Seketika semua pandanganku gelap gulita, aku mulai merasakan cairan kental merah itu menggalir di sekujur tubuhku, aku mengeliat kesakitan, sayup-sayup aku mendengar keributan, orang –orang sibuk mengerumuniku. Setelah itu aku tak tahu apa yang terjadi, aku tak sadarkan diri, hanya kegelapan yang terlihat seperti hidupku
Aku melihat kilau putih di atas sana, mataku mulai mengerjap-ngerjap, aroma obat memenuhi ruangan, menyeruak menusuk hidung, dimana aku berada? Sejauh mata memandang hanya Nampak ruangan putih. Ayah dan ibu menghampiriku, kepalaku terasa berat, aku tak dapat merasakan kedua kakiku, mataku mencari sosok kecil mungil yang menjadi semangat hidupku. Suara serakku bertanya “Dimana Rara?” Ayah dan ibu tak menjawab, mereka hanya terdiam, satu bilur air mata membasahi wajah mereka.
Dokter datang dan menjelaskan, bahwa kondisiku 3 hari terakhir sungguh menggenaskan, hati dan ginjalku tak dapat berfungsi dengan baik, Rara dengan sangat antuias siap mendonorkan hati dan ginjalnya hanya untukku, hanya karena aku dapat meraih impianku menjadi musisi.

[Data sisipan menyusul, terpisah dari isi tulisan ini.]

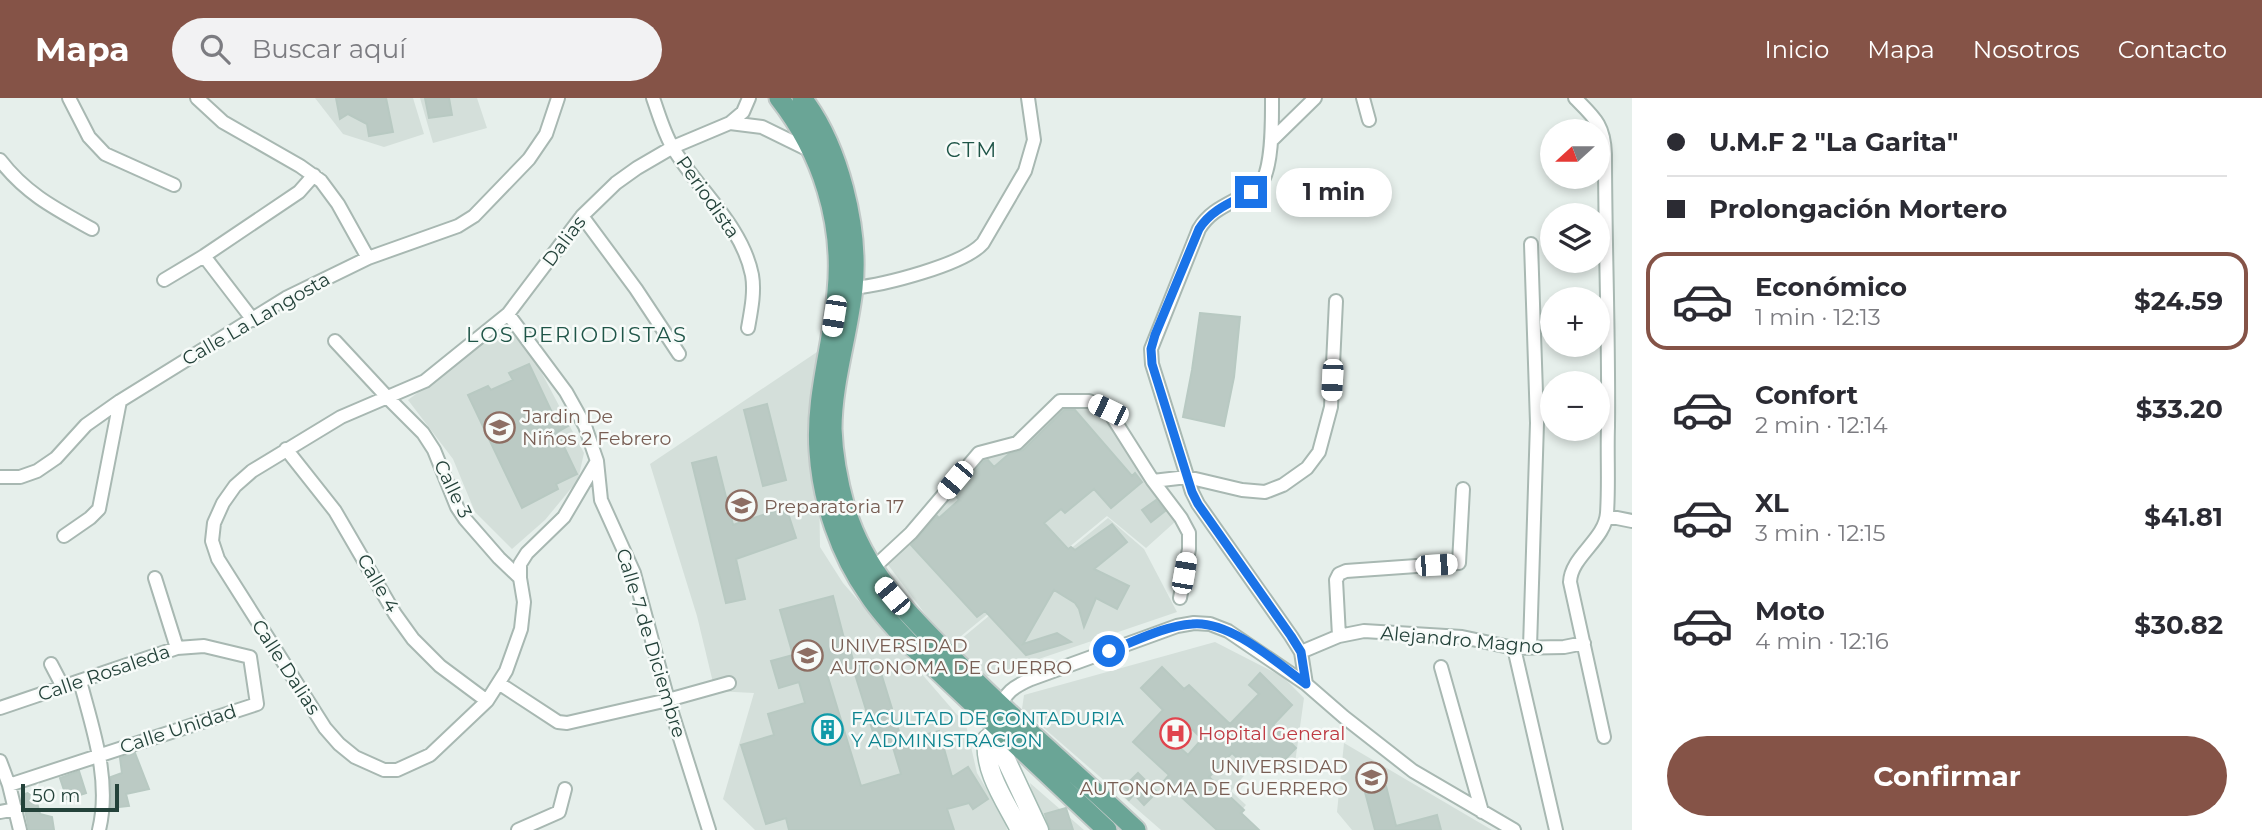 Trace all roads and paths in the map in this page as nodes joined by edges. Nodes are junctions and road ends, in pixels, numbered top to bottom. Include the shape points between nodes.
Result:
1 (69, 98) edge
2 (197, 98) edge
3 (558, 98) edge
4 (653, 98) edge
5 (749, 98) edge
6 (779, 98) edge
7 (802, 98) edge
8 (1028, 98) edge
9 (1272, 98) edge
10 (1315, 98) edge
11 (1363, 98) edge
12 (1575, 98) edge
13 (1369, 120) dead end
14 (730, 123) junction
15 (1271, 141) junction
16 (673, 148) junction
17 (814, 153) junction
18 (0, 160) edge
19 (314, 175) junction
20 (174, 185) dead end
21 (582, 216) junction
22 (92, 229) dead end
23 (1531, 244) dead end
24 (204, 256) junction
25 (368, 258) junction
26 (164, 280) dead end
27 (853, 288) junction
28 (1336, 301) dead end
29 (509, 314) junction
30 (253, 320) junction
31 (748, 328) dead end
32 (335, 341) dead end
33 (679, 354) dead end
34 (388, 398) junction
35 (120, 401) junction
36 (286, 449) junction
37 (597, 461) junction
38 (0, 477) edge
39 (1187, 477) junction
40 (1153, 481) junction
41 (1463, 489) dead end
42 (1607, 516) junction
43 (1632, 520) edge
44 (64, 537) dead end
45 (212, 541) joint
46 (866, 574) junction
47 (155, 578) dead end
48 (520, 578) junction
49 (1180, 598) dead end
50 (1339, 636) junction
51 (1584, 643) junction
52 (270, 645) junction
53 (1530, 647) junction
54 (177, 648) junction
55 (1514, 648) junction
56 (1301, 652) junction
57 (250, 657) junction
58 (51, 664) dead end
59 (1441, 667) dead end
60 (80, 681) junction
61 (729, 683) dead end
62 (499, 684) junction
63 (1306, 684) junction
64 (62, 687) junction
65 (668, 700) junction
66 (487, 701) junction
67 (1000, 706) junction
68 (0, 708) edge
69 (1000, 729) junction
70 (1604, 737) dead end
71 (99, 754) junction
72 (0, 761) edge
73 (9, 785) junction
74 (565, 789) dead end
75 (16, 808) junction
76 (0, 812) edge
77 (1482, 812) junction
78 (20, 830) edge
79 (99, 830) edge
80 (518, 830) edge
81 (709, 830) edge
82 (1020, 830) edge
83 (1039, 830) edge
84 (1107, 830) edge
85 (1136, 830) edge
86 (1514, 830) edge
87 (1556, 830) edge

1 - 20 street via 96,147
2 - 19 street via 223,122
3 - 25 street, Calle La Langosta via 547,134 474,216
4 - 16 street, Periodista
5 - 14 street, Dalias via 743,112
6 - 17 main road
7 - 27 main road via 844,186 852,224
8 - 27 street via 1034,139 1025,171 976,251 883,285
9 - 15 street
10 - 15 street
11 - 13 street
12 - 42 street via 1598,121 1604,137
14 - 16 street, Dalias
14 - 17 street via 762,127
15 - 39 street via 1260,185 1213,211 1199,229 1151,349
16 - 21 street, Dalias via 616,183
16 - 31 street, Periodista via 744,250 752,276
17 - 46 main road via 827,187 839,255 818,415 819,452 836,533
18 - 22 street via 36,198
19 - 24 street via 299,192
19 - 25 street via 338,204
21 - 29 street, Dalias
21 - 33 street
23 - 53 street via 1537,423
24 - 26 street
24 - 30 street
25 - 30 street, Calle La Langosta via 286,298
27 - 46 main road via 832,429 845,509
28 - 39 street via 1331,407 1319,452 1307,468 1265,492
29 - 34 street, Dalias via 425,381
29 - 37 street, Calle 7 de Diciembre via 566,393 585,426
30 - 35 street, Calle La Langosta
32 - 34 street
34 - 36 street, Dalias via 341,417
34 - 48 street, Calle 3 via 435,450 465,519
35 - 38 street, Calle La Langosta via 86,425 56,458 37,471
35 - 44 street via 99,509
36 - 45 street, Dalias via 235,486 214,523
36 - 66 street, Calle 4 via 335,511 413,639
37 - 48 street via 564,517 527,553 520,564
37 - 65 street, Calle 7 de Diciembre via 601,500 634,573
39 - 40 street
39 - 56 street via 1198,504
40 - 46 street via 1108,410 1089,401 1060,401 1017,443 979,453 911,533
40 - 49 street via 1189,533
41 - 50 street via 1459,563 1339,574
42 - 43 street
42 - 51 street via 1570,574
45 - 52 street, Calle Dalias via 218,559
46 - 67 main road via 880,581
46 - 69 main road via 886,618
47 - 54 street
48 - 62 street via 524,602 521,629
50 - 55 street, Alejandro Magno via 1364,631 1462,637
50 - 56 street, Alejandro Magno
51 - 53 street, Alejandro Magno via 1564,648
51 - 70 street
52 - 57 street
52 - 66 street, Calle Dalias via 332,736 355,757 384,770 397,770 430,755
53 - 55 street, Alejandro Magno
54 - 57 street, Calle Rosaleda via 204,646
54 - 60 street, Calle Rosaleda
55 - 87 street
56 - 63 street
57 - 71 street, Calle Unidad via 257,704
58 - 64 street
59 - 77 street
60 - 64 street, Calle Rosaleda
60 - 71 street
61 - 65 street
62 - 65 street via 558,722 567,723
62 - 66 street
63 - 67 street via 1228,631 1194,623 1031,679 1014,687
63 - 77 street via 1413,771
64 - 68 street, Calle Rosaleda
65 - 81 street, Calle 7 de Diciembre
67 - 69 street
67 - 85 main road
69 - 82 street via 988,738 985,754
69 - 83 street via 1001,749
69 - 84 main road
71 - 73 street, Calle Unidad
71 - 79 street via 104,794
72 - 73 street
73 - 75 street
74 - 80 street via 559,812
75 - 76 street
75 - 78 street
77 - 86 street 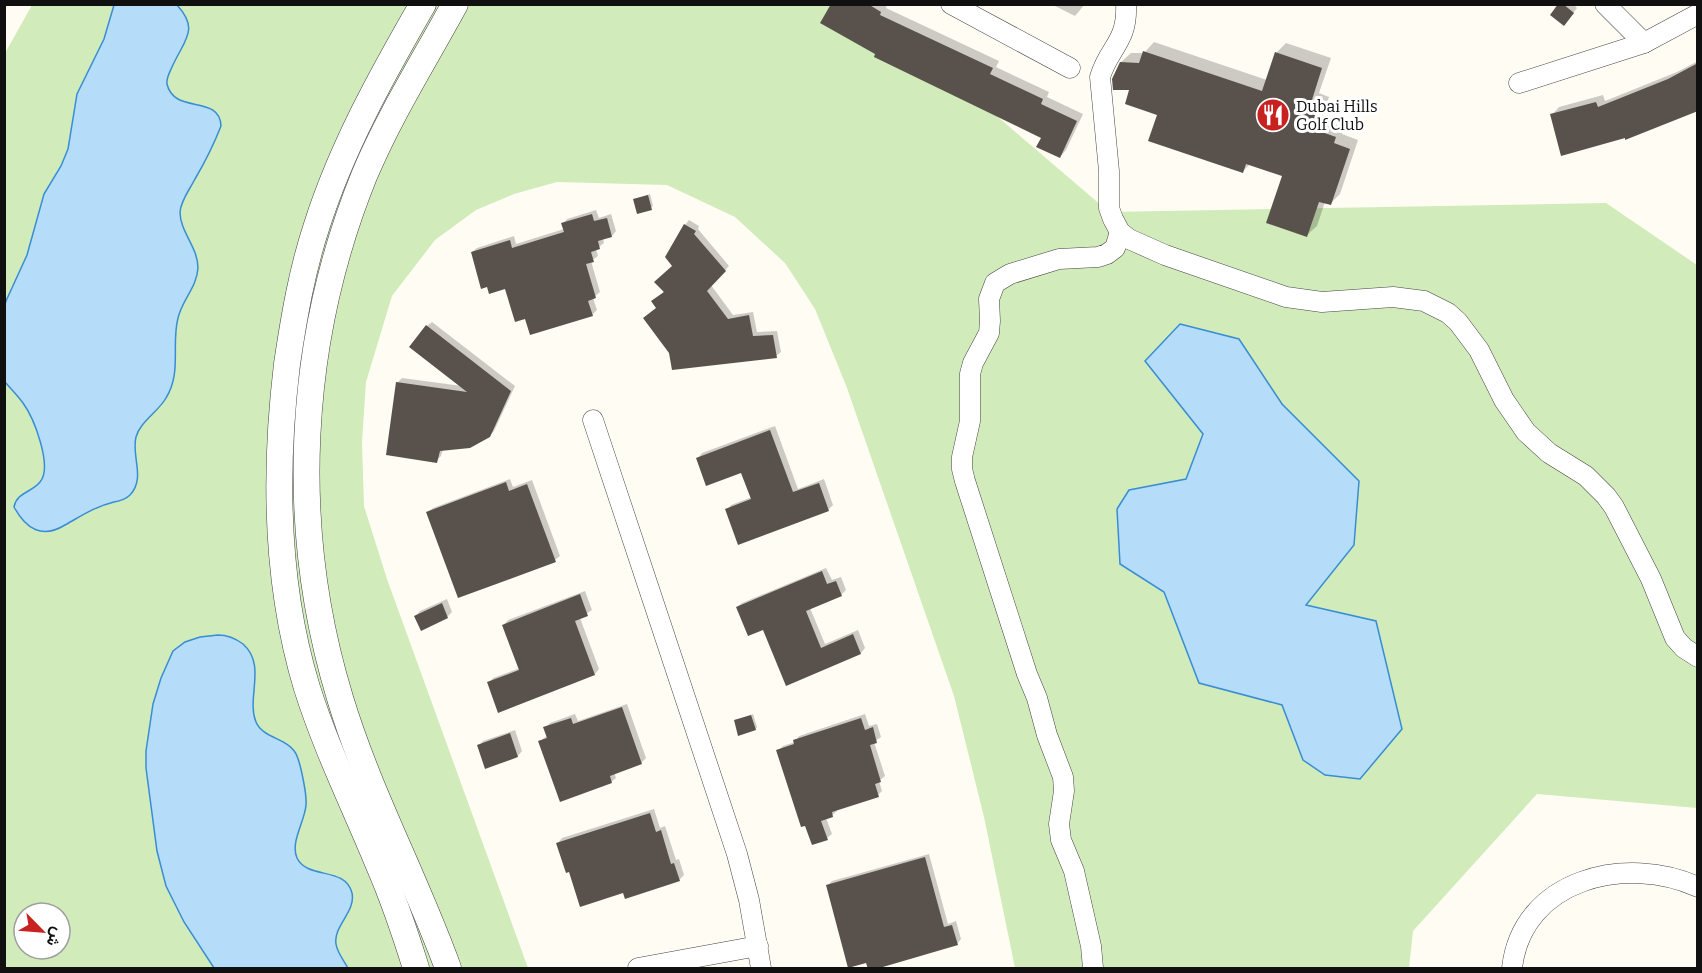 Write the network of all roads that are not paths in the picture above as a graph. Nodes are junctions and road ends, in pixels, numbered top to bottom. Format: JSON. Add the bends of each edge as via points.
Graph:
{"nodes":[{"id":1,"x":423,"y":4,"type":"edge"},
{"id":2,"x":455,"y":4,"type":"edge"},
{"id":3,"x":951,"y":4,"type":"edge"},
{"id":4,"x":1126,"y":4,"type":"edge"},
{"id":5,"x":1605,"y":4,"type":"edge"},
{"id":6,"x":1698,"y":14,"type":"edge"},
{"id":7,"x":1644,"y":44,"type":"junction"},
{"id":8,"x":1070,"y":68,"type":"dead end"},
{"id":9,"x":1519,"y":83,"type":"dead end"},
{"id":10,"x":1120,"y":232,"type":"junction"},
{"id":11,"x":593,"y":420,"type":"dead end"},
{"id":12,"x":1698,"y":657,"type":"edge"},
{"id":13,"x":1698,"y":887,"type":"edge"},
{"id":14,"x":758,"y":946,"type":"junction"},
{"id":15,"x":416,"y":969,"type":"edge"},
{"id":16,"x":448,"y":969,"type":"edge"},
{"id":17,"x":638,"y":969,"type":"edge"},
{"id":18,"x":761,"y":969,"type":"edge"},
{"id":19,"x":1093,"y":969,"type":"edge"},
{"id":20,"x":1512,"y":969,"type":"edge"}],
"edges":[{"from":1,"to":15,"type":"street","via":[[373,93],[316,225],[290,343],[279,482],[282,559],[307,687],[329,749],[393,898]]},
{"from":2,"to":16,"type":"street","via":[[378,144],[352,211],[326,298],[315,352],[305,462],[312,572],[328,658],[355,741]]},
{"from":3,"to":8,"type":"street"},
{"from":4,"to":10,"type":"street","via":[[1124,30],[1100,77],[1110,208]]},
{"from":5,"to":7,"type":"street"},
{"from":6,"to":7,"type":"street"},
{"from":7,"to":9,"type":"street"},
{"from":10,"to":12,"type":"street","via":[[1165,255],[1286,297],[1322,302],[1393,297],[1424,301],[1448,313],[1470,336],[1514,418],[1549,453],[1586,476],[1614,507],[1651,579],[1675,638]]},
{"from":10,"to":19,"type":"street","via":[[1115,248],[1107,254],[1059,259],[1010,274],[995,283],[989,299],[988,333],[970,374],[970,421],[962,457],[965,481],[1063,777],[1061,840],[1079,888]]},
{"from":11,"to":14,"type":"street","via":[[737,854]]},
{"from":13,"to":20,"type":"street","via":[[1669,876],[1640,872],[1582,882],[1552,897],[1530,918],[1517,944]]},
{"from":14,"to":17,"type":"street"},
{"from":14,"to":18,"type":"street"}]} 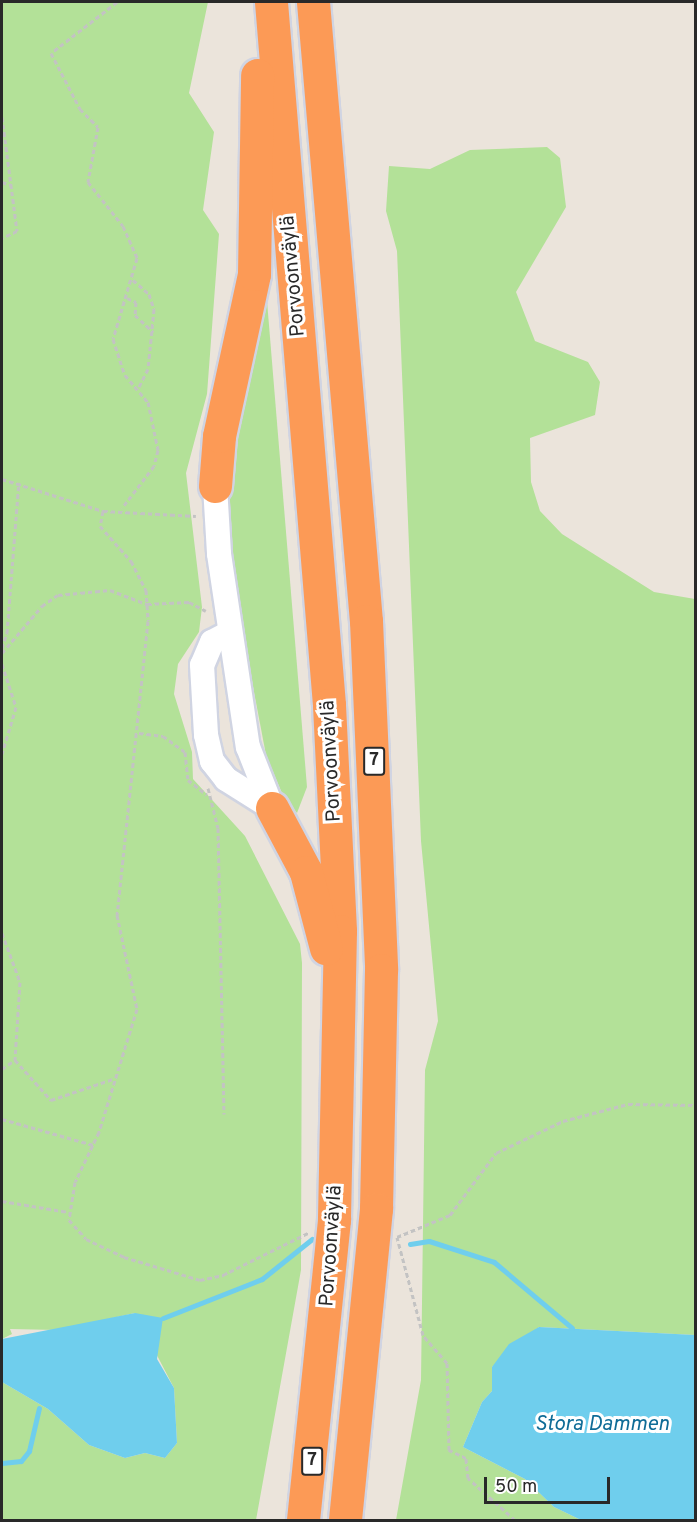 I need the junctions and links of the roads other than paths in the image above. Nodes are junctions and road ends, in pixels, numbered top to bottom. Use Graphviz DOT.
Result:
graph roads {
  1 [pos="256,2"];
  2 [pos="271,2"];
  3 [pos="313,2"];
  4 [pos="215,502"];
  5 [pos="230,633"];
  6 [pos="272,808"];
  7 [pos="340,1014"];
  8 [pos="303,1521"];
  9 [pos="345,1521"];
  1 -- 4 [label="highway"];
  2 -- 7 [label="highway, Porvoonväylä / 7"];
  3 -- 9 [label="highway, Porvoonväylä / 7"];
  4 -- 5 [label="lane"];
  5 -- 6 [label="lane"];
  5 -- 6 [label="lane"];
  6 -- 7 [label="highway"];
  7 -- 8 [label="highway, Porvoonväylä / 7"];
}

Dokter juga mengatakan bahwa kakiku harus diamputasi, sungguh, betapa terpukulnya Aku inikah hukuman atas semua kesalahanku, aku menjerit histeris menerima semua ini, air mataku menjadi saksi bisu atas semua penyesalanku.
Beberapa minggu kemudian, Ayah dan Ibu sudah mengetahui aku adalah pecandu narkoba akut, mereka membawaku ke tempat rehabilitasi di ibu kota, aku berharap tuhan bersedia memaafkan semua kesalahanku, semoga ini adalah penyesalan terakhir dalam hidupku.